__Exercise details__.
Please return every line of the records below that contains the word "hand".

Pose estimation data
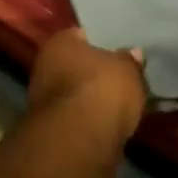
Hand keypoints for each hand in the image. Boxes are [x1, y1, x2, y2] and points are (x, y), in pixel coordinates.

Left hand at [28, 28, 147, 138]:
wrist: (79, 141)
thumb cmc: (101, 90)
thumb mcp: (127, 69)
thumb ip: (129, 60)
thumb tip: (133, 53)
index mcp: (59, 43)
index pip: (82, 35)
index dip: (102, 42)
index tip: (120, 49)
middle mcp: (45, 67)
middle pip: (77, 66)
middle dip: (96, 73)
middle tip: (123, 78)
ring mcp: (45, 101)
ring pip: (76, 94)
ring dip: (93, 100)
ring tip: (121, 105)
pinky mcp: (53, 130)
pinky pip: (78, 119)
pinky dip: (92, 122)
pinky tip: (111, 125)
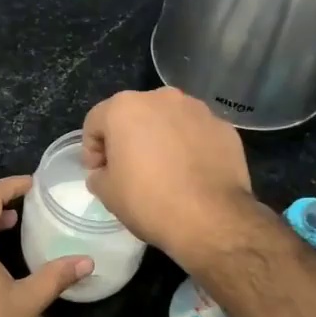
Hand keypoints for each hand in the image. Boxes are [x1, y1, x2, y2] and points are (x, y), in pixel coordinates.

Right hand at [82, 88, 253, 262]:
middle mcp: (161, 98)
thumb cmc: (149, 201)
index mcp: (125, 108)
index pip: (96, 122)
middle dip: (127, 138)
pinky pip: (196, 133)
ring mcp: (197, 110)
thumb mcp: (107, 193)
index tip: (98, 173)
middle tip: (129, 170)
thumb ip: (99, 175)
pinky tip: (190, 173)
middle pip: (134, 115)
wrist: (211, 218)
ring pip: (168, 120)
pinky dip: (189, 146)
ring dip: (160, 138)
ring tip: (164, 170)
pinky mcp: (223, 128)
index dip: (92, 149)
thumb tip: (105, 173)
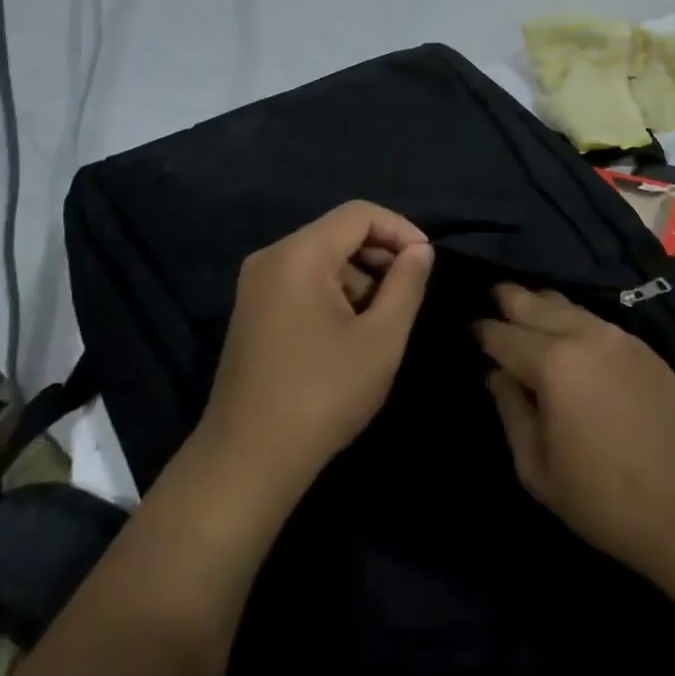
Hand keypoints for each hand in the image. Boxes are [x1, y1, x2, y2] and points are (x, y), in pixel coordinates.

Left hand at [199, 202, 433, 509]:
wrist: (247, 461)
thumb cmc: (322, 396)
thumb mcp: (381, 339)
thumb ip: (406, 284)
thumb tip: (420, 250)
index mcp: (299, 254)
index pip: (359, 214)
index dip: (400, 229)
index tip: (427, 262)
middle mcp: (272, 257)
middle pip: (338, 232)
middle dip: (380, 254)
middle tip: (409, 292)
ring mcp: (256, 284)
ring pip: (322, 257)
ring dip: (359, 276)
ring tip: (382, 320)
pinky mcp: (253, 309)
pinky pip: (302, 280)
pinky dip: (334, 292)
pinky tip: (350, 332)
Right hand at [476, 284, 674, 575]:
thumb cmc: (604, 497)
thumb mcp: (538, 468)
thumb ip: (511, 412)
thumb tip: (497, 375)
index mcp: (552, 364)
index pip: (504, 335)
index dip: (482, 331)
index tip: (469, 329)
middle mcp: (583, 335)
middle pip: (535, 302)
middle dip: (509, 297)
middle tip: (491, 293)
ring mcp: (616, 336)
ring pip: (568, 304)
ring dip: (542, 302)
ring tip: (525, 305)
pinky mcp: (642, 345)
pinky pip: (594, 319)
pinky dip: (572, 316)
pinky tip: (566, 326)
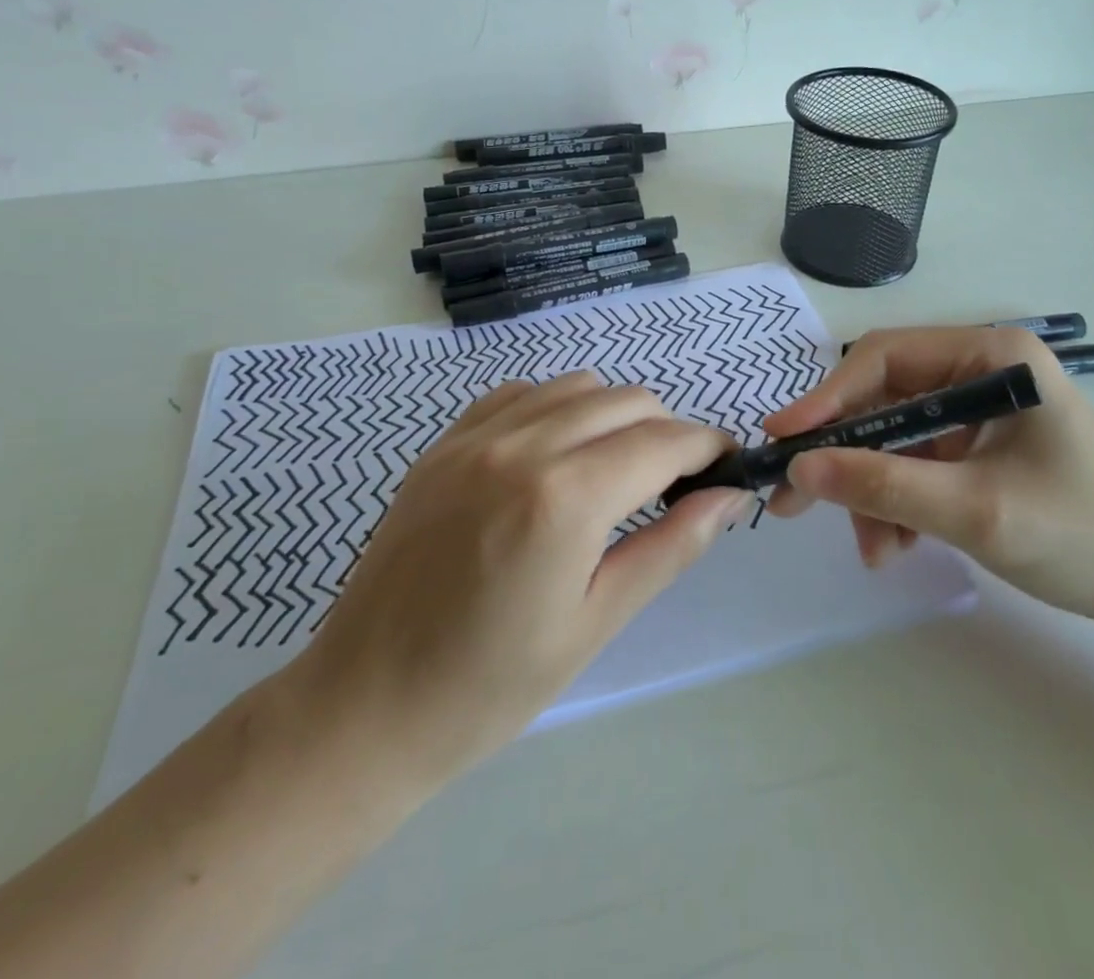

__Solution to this task__.
Hand keypoints for each hand in the image. Boxes are [x1, y1, x2, y2] and points are (x, y), in pixel coordinates.
Left hand at [28, 28, 147, 138]:
Hand keypoints for each hand in the image. Boxes are [x1, y1, x2, y2] and points are (x, y), in pixel coordinates.
Right hand at [82, 88, 253, 262]:
Hand keypoints for each hand in the image. Boxes are [x1, y1, x2, y2] and points are (x, y), in pixel coordinates.
Left hand at [199, 202, 433, 509]:
Right hand at [476, 284, 674, 575]:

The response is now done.